§ TASK DETAILS
Check each line of the listing below for the string "Wade", then copy every line that has it.
=-=-=
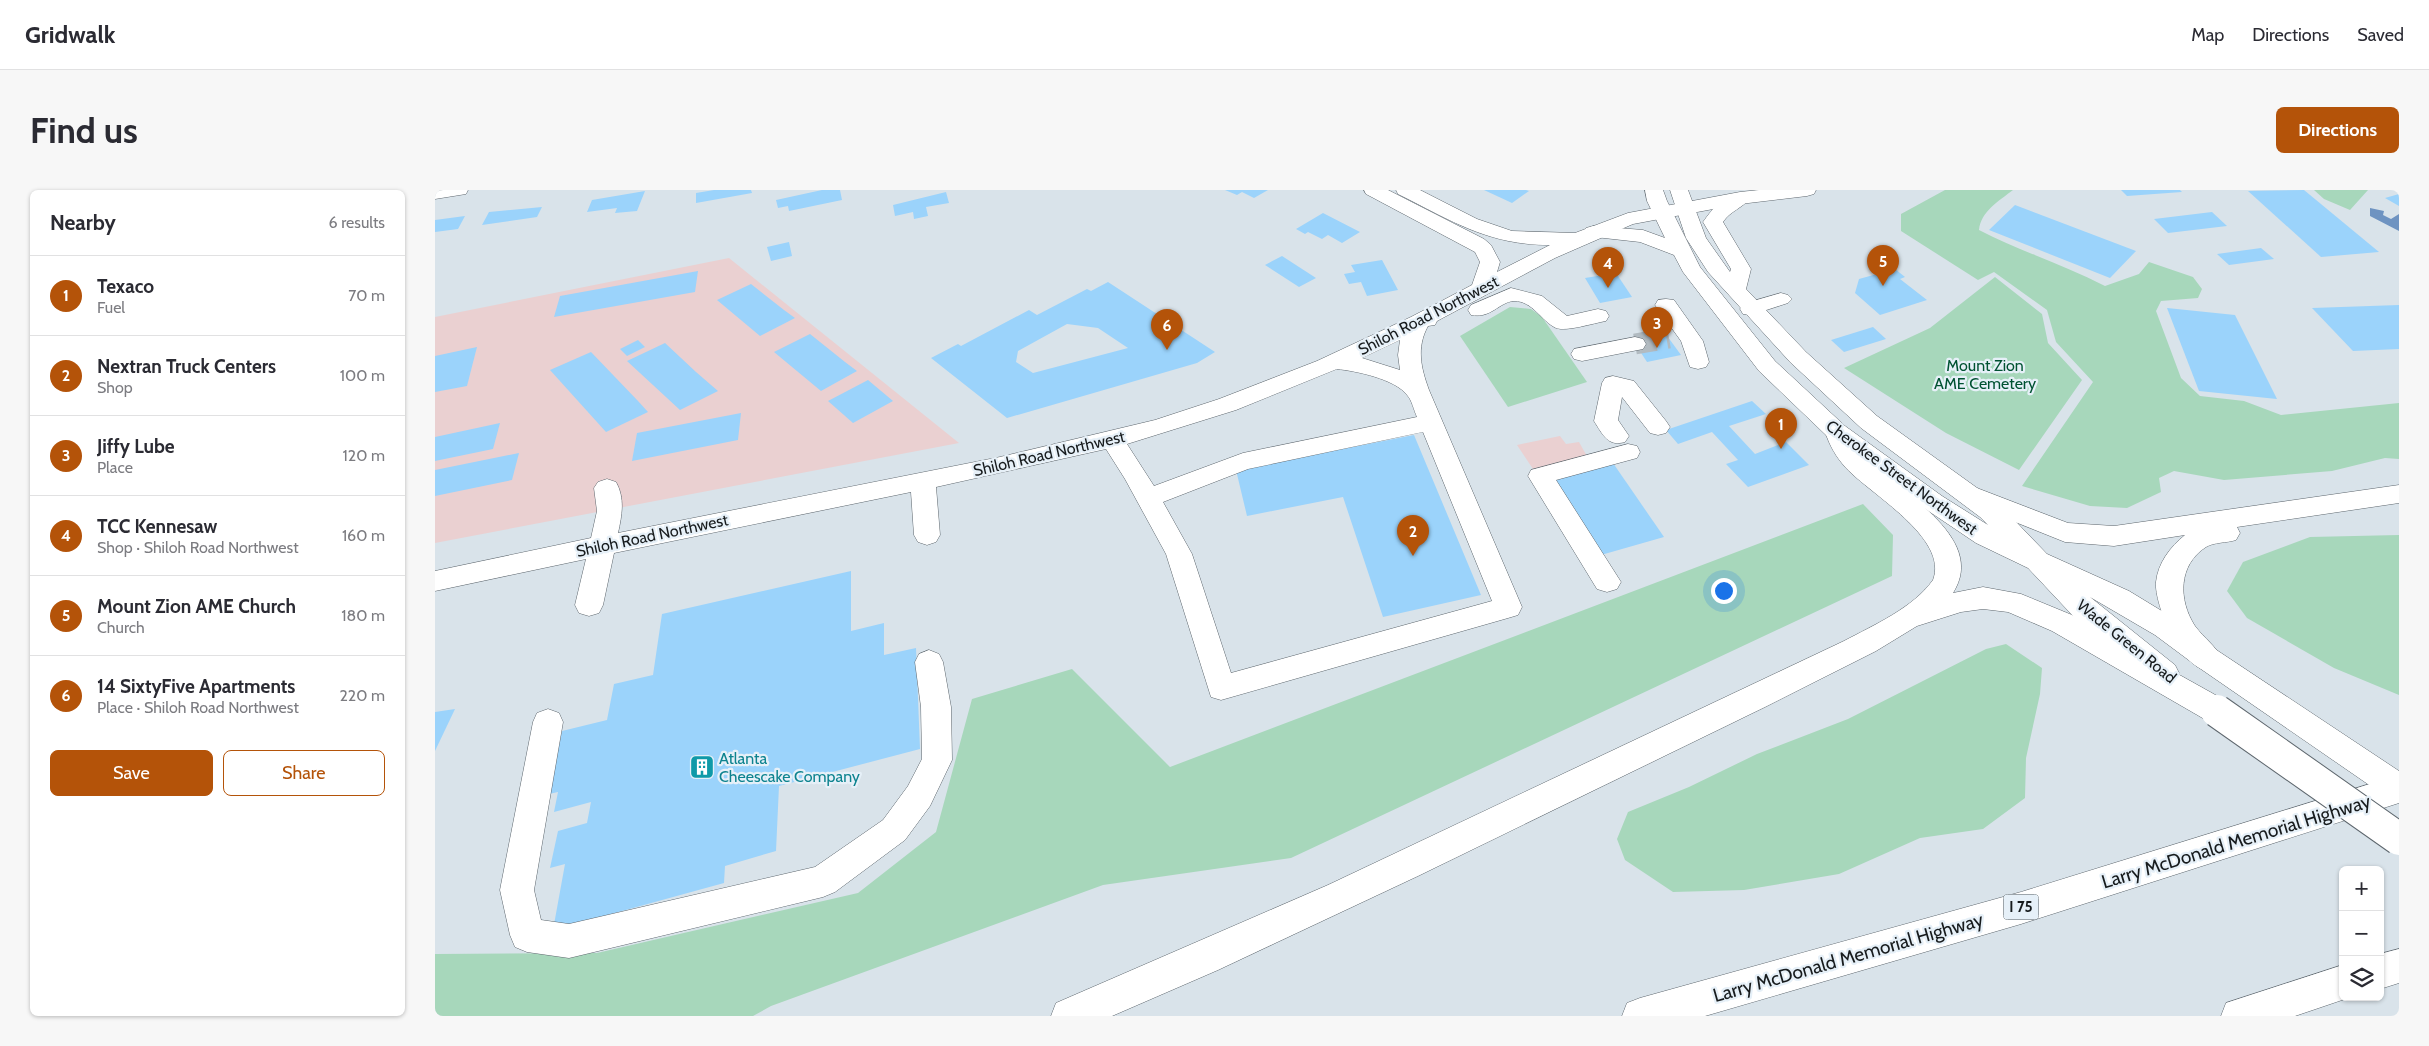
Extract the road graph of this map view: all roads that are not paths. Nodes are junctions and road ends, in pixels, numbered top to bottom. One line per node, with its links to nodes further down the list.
1 (459, 190): 6 (main road)
2 (1373, 190): 12 (main road)
3 (1405, 190): 10 (main road)
4 (1706, 190): 7 (main road, Shiloh Road Northwest)
5 (1807, 190): 8 (main road, Shiloh Road Northwest)
6 (435, 193)
7 (1682, 198): 8 (main road, Shiloh Road Northwest); 9 (main road, Shiloh Road Northwest); 13 (main road, Cherokee Street Northwest)
8 (1740, 198): 13 (main road)
9 (1659, 202): 10 (main road, Shiloh Road Northwest); 11 (main road, Cherokee Street Northwest)
10 (1584, 236): 11 (main road); 12 (main road, Shiloh Road Northwest)
11 (1683, 252): 26 (main road, Cherokee Street Northwest)
12 (1481, 288): 18 (main road, Shiloh Road Northwest)
13 (1736, 288): 16 (main road, Cherokee Street Northwest)
14 (1781, 299): 16 (main road)
15 (1666, 305): 22 (main road)
16 (1751, 308): 30 (main road, Cherokee Street Northwest)
17 (1598, 316): 18 (main road)
18 (1420, 321): 21 (main road, Shiloh Road Northwest); 23 (main road)
19 (1638, 348): 20 (main road)
20 (1582, 354)
21 (1331, 362): 23 (main road); 27 (main road, Shiloh Road Northwest)
22 (1698, 362)
23 (1417, 390): 24 (main road)
24 (1432, 422): 32 (main road); 32 (main road)
25 (1658, 427): 38 (main road)
26 (1837, 432): 36 (main road, Cherokee Street Northwest); 40 (main road)
27 (1112, 439): 28 (main road, Shiloh Road Northwest); 32 (main road)
28 (923, 480): 34 (main road); 35 (main road, Shiloh Road Northwest)
29 (607, 488): 35 (main road)
30 (1969, 494): 31 (main road); 36 (main road, Cherokee Street Northwest)
31 (2399, 494)
32 (1149, 498)
33 (2399, 507): 41 (main road)
34 (927, 535)
35 (602, 545): 37 (main road, Shiloh Road Northwest); 39 (main road)
36 (2039, 562): 41 (main road, Wade Green Road); 43 (main road, Wade Green Road)
37 (435, 581)
38 (1607, 582)
39 (589, 605)
40 (1904, 620): 43 (main road); 50 (main road)
41 (2208, 659): 45 (main road, Wade Green Road)
42 (929, 662): 44 (main road)
43 (2217, 711): 46 (main road, Wade Green Road, bridge)
44 (548, 722)
45 (2399, 789): 51 (main road, Larry McDonald Memorial Highway / I 75)
46 (2399, 840)
47 (2399, 966): 48 (main road)
48 (2384, 971)
49 (2339, 984): 52 (main road)
50 (1069, 1016)
51 (1640, 1016)
52 (2239, 1016)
=-=-=
§ THE COMPLETED TASK
36 (2039, 562): 41 (main road, Wade Green Road); 43 (main road, Wade Green Road)
41 (2208, 659): 45 (main road, Wade Green Road)
43 (2217, 711): 46 (main road, Wade Green Road, bridge)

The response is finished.